Skip Tracer FAQ

How Accurate Is Skip Tracing for Real Estate Leads?

Published on May 24, 2026 by StackDeal

Skip tracing for real estate leads can be useful, but it is not perfectly accurate. In most cases, skip tracing is best understood as a way to improve your chances of reaching the right property owner, not as a guarantee that every phone number, email address, or contact record will be correct.

In practice, skip tracing works best when it is part of a broader workflow that includes owner lookup, property research, lead qualification, and follow-up.

What skip tracing accuracy really means

When people ask how accurate skip tracing is, they are usually asking one of three things: will the contact information belong to the right owner, will the phone number or email still work, and is the data reliable enough to use in a real prospecting workflow.

The answer is usually sometimes, but not always.

Skip tracing can help uncover contact information that is hard to find manually, but results will vary from lead to lead. That is especially true in real estate, where ownership structures, mailing addresses, LLCs, and outdated records can all affect match quality.

Why skip tracing is not always 100% accurate

Data changes over time

Phone numbers, email addresses, and mailing addresses change. A contact record that was accurate months ago may no longer be current.

Ownership can be harder to match than it looks

Some properties are owned by LLCs, trusts, inherited ownership structures, multiple individuals, or absentee owners with separate mailing addresses. These situations can make it harder to confidently connect one property to one reachable contact.

Public and commercial data can be incomplete

Not every owner has a strong public data footprint. Some property owners have limited public contact data, which reduces the amount of usable information skip tracing can return.

Match quality varies by lead

Some properties produce strong matches with multiple usable contact points. Others return weak or mixed results that need more validation before outreach.

When skip tracing is most useful

Skip tracing is often most useful when you already know which property or owner you want to research and need a better way to continue the workflow.

  • following up on a driving for dollars property
  • researching an absentee owner
  • building a lead list from owner lookup
  • trying to reach a direct-to-seller opportunity
  • organizing outreach for an acquisition process

How to think about skip tracing accuracy in practice

A better question than “Is skip tracing accurate?” is: “Is skip tracing accurate enough to improve my workflow?”

For most investors and operators, the answer is yes — as long as they treat skip tracing as one part of the research process, not the entire process.

A strong workflow usually looks something like this:

  • identify a target property or owner
  • confirm the ownership record
  • use skip tracing to surface contact information
  • review the returned data for quality
  • organize outreach and follow-up
  • update records based on what you learn

What improves skip tracing results

Start with good property and ownership data

The clearer your starting record is, the better your chances of getting a strong match.

Use skip tracing after owner lookup, not instead of it

It is easier to evaluate contact quality when you already have a clearer view of who owns the property.

Expect to verify and refine

Good operators treat returned contact data as something to review, test, and improve over time.
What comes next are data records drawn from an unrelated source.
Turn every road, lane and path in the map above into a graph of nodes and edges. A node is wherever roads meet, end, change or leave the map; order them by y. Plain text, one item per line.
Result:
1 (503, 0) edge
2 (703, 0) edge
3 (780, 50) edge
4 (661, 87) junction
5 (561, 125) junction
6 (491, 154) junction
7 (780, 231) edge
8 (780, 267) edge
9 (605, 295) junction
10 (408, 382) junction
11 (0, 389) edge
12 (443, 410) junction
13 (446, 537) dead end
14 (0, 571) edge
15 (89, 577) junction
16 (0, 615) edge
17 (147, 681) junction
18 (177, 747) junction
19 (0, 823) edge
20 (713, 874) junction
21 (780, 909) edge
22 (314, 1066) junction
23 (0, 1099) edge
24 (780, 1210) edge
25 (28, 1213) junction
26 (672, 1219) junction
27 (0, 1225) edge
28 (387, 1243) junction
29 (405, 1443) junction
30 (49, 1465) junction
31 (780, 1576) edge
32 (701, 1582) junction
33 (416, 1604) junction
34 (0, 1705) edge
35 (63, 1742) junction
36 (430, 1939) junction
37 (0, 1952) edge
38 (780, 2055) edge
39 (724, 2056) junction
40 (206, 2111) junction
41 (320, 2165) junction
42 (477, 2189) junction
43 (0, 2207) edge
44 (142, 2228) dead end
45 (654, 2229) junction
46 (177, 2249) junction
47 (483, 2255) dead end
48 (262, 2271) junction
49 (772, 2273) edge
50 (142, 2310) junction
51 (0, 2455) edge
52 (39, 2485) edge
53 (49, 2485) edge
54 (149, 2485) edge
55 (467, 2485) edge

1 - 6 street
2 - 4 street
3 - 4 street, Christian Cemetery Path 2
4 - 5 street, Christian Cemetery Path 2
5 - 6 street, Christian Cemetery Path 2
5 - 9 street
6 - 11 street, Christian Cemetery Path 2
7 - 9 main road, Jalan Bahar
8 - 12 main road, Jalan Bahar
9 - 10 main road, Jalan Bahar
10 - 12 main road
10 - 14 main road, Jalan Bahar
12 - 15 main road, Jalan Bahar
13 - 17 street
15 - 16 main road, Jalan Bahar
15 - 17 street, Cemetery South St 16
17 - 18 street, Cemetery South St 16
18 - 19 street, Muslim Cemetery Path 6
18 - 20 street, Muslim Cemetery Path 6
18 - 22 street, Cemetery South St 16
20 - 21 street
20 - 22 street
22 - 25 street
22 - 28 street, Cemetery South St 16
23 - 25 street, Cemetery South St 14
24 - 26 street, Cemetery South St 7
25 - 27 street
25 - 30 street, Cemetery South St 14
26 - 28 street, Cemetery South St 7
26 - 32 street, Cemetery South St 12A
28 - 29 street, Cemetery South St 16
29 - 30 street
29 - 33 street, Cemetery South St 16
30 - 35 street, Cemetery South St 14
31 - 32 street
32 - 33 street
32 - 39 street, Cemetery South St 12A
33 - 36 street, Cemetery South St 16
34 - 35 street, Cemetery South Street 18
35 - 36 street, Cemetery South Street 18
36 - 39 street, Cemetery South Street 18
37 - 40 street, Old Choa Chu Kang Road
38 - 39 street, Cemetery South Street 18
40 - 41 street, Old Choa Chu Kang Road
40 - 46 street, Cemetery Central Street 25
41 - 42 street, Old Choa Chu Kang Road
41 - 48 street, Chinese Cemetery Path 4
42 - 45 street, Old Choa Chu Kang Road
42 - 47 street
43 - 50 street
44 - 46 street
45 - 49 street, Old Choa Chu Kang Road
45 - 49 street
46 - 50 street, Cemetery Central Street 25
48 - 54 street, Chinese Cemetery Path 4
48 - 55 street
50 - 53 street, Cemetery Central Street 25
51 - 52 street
Build follow-up into the process

Even when a first contact method is weak, the full lead may still be valuable if you organize it well and continue research.

What skip tracing does not guarantee

It improves contactability, but it does not replace lead qualification, market knowledge, or good process.

  • that every phone number is current
  • that every email address is valid
  • that the owner is easy to reach
  • that the property is a good investment opportunity
  • that the lead is ready for outreach immediately

How StackDeal fits in

Skip tracing is most useful when it is connected to the rest of your workflow.

Instead of treating contact data as a standalone output, StackDeal can help place it in context alongside property research, owner lookup, market targeting, and follow-up workflows. That makes it easier to move from “I found a possible contact” to “I know how this lead fits into my acquisition process.”

For users evaluating skip tracing, that is the key idea: accuracy matters, but usability inside a real workflow matters just as much.

Frequently asked questions

Is skip tracing always accurate for real estate leads?

No. Skip tracing can be useful, but it is not always perfectly accurate. Results depend on the quality of the source data, how current the information is, and how easy the owner is to match.

Can skip tracing return outdated phone numbers or emails?

Yes. Contact data can become outdated over time, which is why skip tracing results should be reviewed and used as part of a broader process.

Is skip tracing still worth using if it is not perfect?

Yes, in many cases. Even when results are mixed, skip tracing can still improve your ability to research and reach real estate leads more efficiently than manual methods alone.

Does skip tracing work better with owner lookup?

Yes. Owner lookup gives you stronger context around who owns the property, which makes skip tracing results easier to understand and use.

What should I do after skip tracing a lead?

Usually the next step is to review the contact data, compare it with the ownership record, decide whether the lead fits your criteria, and then organize outreach or further research.